School now seem to think it's a problem and have introduced a sticker chart for him - he gets a smiley face after playtime if he hasn't been upset and a sad face if he has. I'm worried that his enjoyment of school is going to be marred by what I feel is something that he will naturally grow out of as he matures and deals with his emotions better.
Has anyone ever dealt with something similar and could share their strategies? I feel he needs something practical that helps him to cope with his feelings of frustration or being cross with resorting to tears.
'Socharlotte your world sounds very narrow and not very kind IMO
they are not meant to be unkind
Message withdrawn at poster's request.
My dd is like this ans she is nearly 7. She is sensitive and quick to cry - it's shit for us, for her, for her classmates - we know this however we have tried lots of strategies and nothing seems to work. She is know as a cry baby and she now gets no sympathy from her peers
even when someone shoves her face into a roughcast wall
She does not however cry when she loses at a game but at things like not being picked to readout in class, at people not being fair, at people being mean to others
This has been blamed on her being an only or a Pisces or learned behaviour and I'm at the end of my tether. My catchphrase for nearly 7 years has been "crying doesn't change mummy's mind"
Watching with interest
Lucylight In my experience being sensitive with your own feelings, does not necessarily mean they have sensitivity to others.Your kids might.But IME there is no correlation.

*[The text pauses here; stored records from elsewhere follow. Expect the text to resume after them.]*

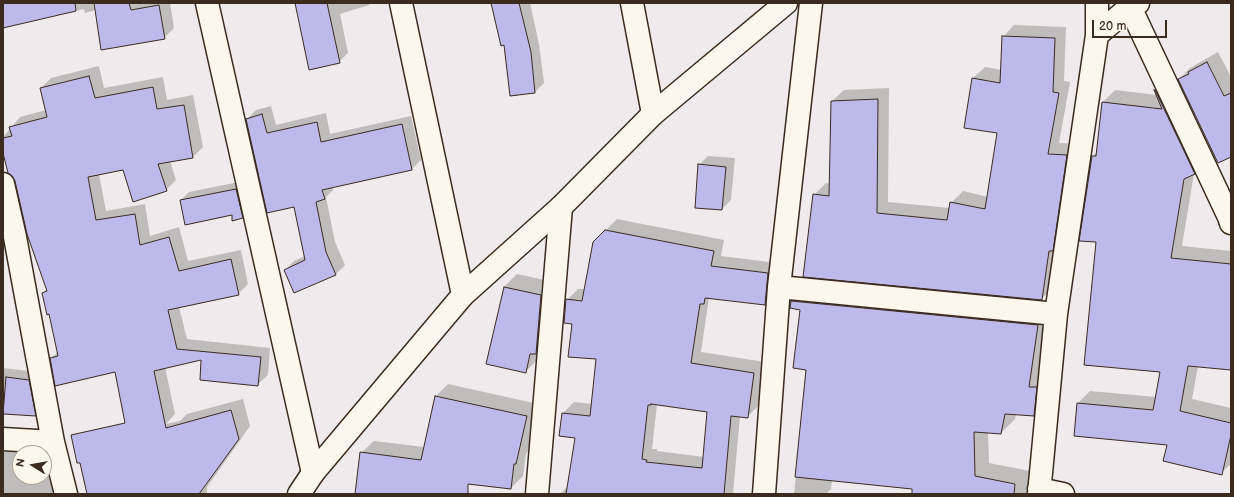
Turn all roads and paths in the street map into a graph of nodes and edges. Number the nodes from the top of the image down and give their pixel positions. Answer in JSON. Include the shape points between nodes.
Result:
{"nodes":[{"id":1,"x":207,"y":3,"type":"edge"},
{"id":2,"x":401,"y":3,"type":"edge"},
{"id":3,"x":632,"y":3,"type":"edge"},
{"id":4,"x":786,"y":3,"type":"edge"},
{"id":5,"x":811,"y":3,"type":"edge"},
{"id":6,"x":1097,"y":3,"type":"edge"},
{"id":7,"x":1134,"y":5,"type":"edge"},
{"id":8,"x":1097,"y":35,"type":"junction"},
{"id":9,"x":653,"y":114,"type":"junction"},
{"id":10,"x":3,"y":184,"type":"edge"},
{"id":11,"x":561,"y":207,"type":"junction"},
{"id":12,"x":1230,"y":219,"type":"edge"},
{"id":13,"x":9,"y":236,"type":"edge"},
{"id":14,"x":779,"y":286,"type":"junction"},
{"id":15,"x":463,"y":295,"type":"junction"},
{"id":16,"x":1056,"y":314,"type":"junction"},
{"id":17,"x":3,"y":439,"type":"edge"},
{"id":18,"x":53,"y":442,"type":"junction"},
{"id":19,"x":314,"y":473,"type":"junction"},
{"id":20,"x":1039,"y":491,"type":"edge"},
{"id":21,"x":66,"y":494,"type":"edge"},
{"id":22,"x":299,"y":494,"type":"edge"},
{"id":23,"x":537,"y":494,"type":"edge"},
{"id":24,"x":764,"y":494,"type":"edge"},
{"id":25,"x":1063,"y":494,"type":"edge"}],
"edges":[{"from":1,"to":19,"type":"street"},
{"from":2,"to":15,"type":"street"},
{"from":3,"to":9,"type":"street"},
{"from":4,"to":9,"type":"street"},
{"from":5,"to":14,"type":"street"},
{"from":6,"to":8,"type":"street"},
{"from":7,"to":8,"type":"street"},
{"from":7,"to":12,"type":"street"},
{"from":8,"to":16,"type":"street"},
{"from":9,"to":11,"type":"street"},
{"from":10,"to":13,"type":"street"},
{"from":11,"to":15,"type":"street"},
{"from":11,"to":23,"type":"street"},
{"from":13,"to":18,"type":"street"},
{"from":14,"to":16,"type":"street"},
{"from":14,"to":24,"type":"street"},
{"from":15,"to":19,"type":"street"},
{"from":16,"to":20,"type":"street"},
{"from":17,"to":18,"type":"street"},
{"from":18,"to":21,"type":"street"},
{"from":19,"to":22,"type":"street"},
{"from":20,"to":25,"type":"street"}]}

Socharlotte, have you been manipulated by a crybaby?
I don't know.I am over 40 and can't remember that far back.But I work with literally hundreds of children a week and have come across lots of them. habitual criers have often cottoned on to the potentail for attention seeking and/or manuipulation.Again only speaking from my experience.I don't know the OPs DS so can't comment
Socharlottet, as unconftable as it makes me feel, taking into consideration my own child, I think you are right in a way. Sometimes, children do get stuck in a rut of using tears to express/manipulate/whatever when things are not going their way.
Message withdrawn at poster's request.
There is a middle ground but not all children are on it. Some children may be manipulating others with crying but I'd rather that than with friendship or love (you do this/be like this and I'll be your friend).
Children manipulate to get what they want from the first days of infancy (looking cute and crying for milk!) and, like everything else, they need to learn to lose this. Being forced to "toughen up" is not the answer imo as the tears will be quite genuine in a lot of cases.
From my observation of dd2 who tears up easily, peers give way to one in tears, but like them less for it. They give way to stop the tears, avoid getting into trouble, but resent having to do so.
I've found with dd2 encouraging her to be more empathetic to others helps. So she doesn't cry because she's lost because she's pleased for her friend that won. She doesn't cry because she hasn't got what she's wanted because X and Y also didn't get it. Seeing that she wasn't singled out for something she didn't want has helped considerably, and thinking about how others feel helps her not to focus on how bad she feels.